-1.0 Pounds Lost
-35.4 lbs Lost to Date
A pound of weight loss is respectable and I will take it. This week provides its own challenges, with Mr. Goat's birthday and Easter brunch both this weekend. Beyond that I am struggling with the desire to eat my feelings and fears. You see there is big news in the Goat household. Mr. Goat is having gastric bypass surgery in a little under two weeks.
This may be a shock to you out there but Mr. Goat and I have been discussing it, praying about it, and researching it for nearly a year. He's done all his prep work for insurance and the surgeon, lost about 24 pounds so far and got approval for the surgery last week. The dates we were given were surprisingly close - one option in May and one in April. The April date worked better from his work stand point, so we've thrown our hat into the ring and are in full prep mode now.
I won't lie. It is scary to me. Beyond the actual risk of surgery and the pain of recovery, there are countless unknowns.

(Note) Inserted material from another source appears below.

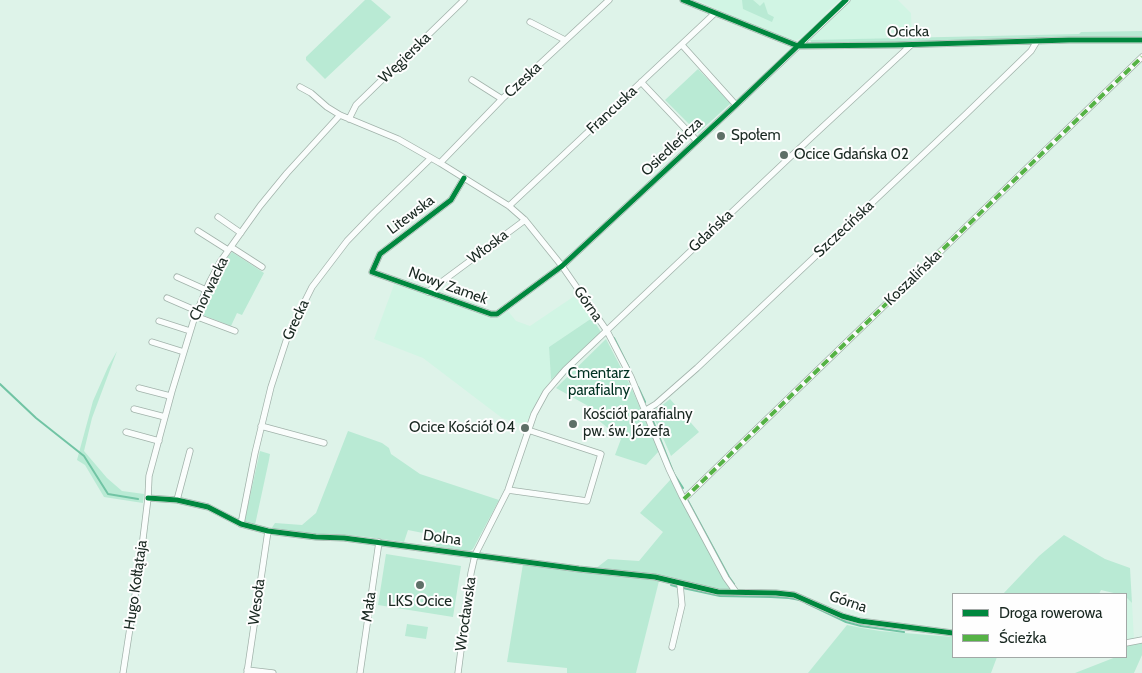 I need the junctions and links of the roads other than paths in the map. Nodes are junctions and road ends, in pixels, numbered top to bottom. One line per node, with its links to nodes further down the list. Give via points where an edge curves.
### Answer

What will be our new normal? I'm not sure. I do know that we are determined to make healthy changes together and while I am not having surgery we are partners in this. I am glad I have 3 months under my belt with the changes I need to make already. This month will be a test of my new eating, tracking, working out habits as I see him through surgery and care for little goat and myself. There are emotions and excitement and fear that swirl around me as I look at the month ahead and I need to keep them from spilling out into my eating habits.
Still I feel ready for the challenge. I have support. Mr. Goat has support. We have so much love surrounding us that I know we can succeed in this. We're in this together.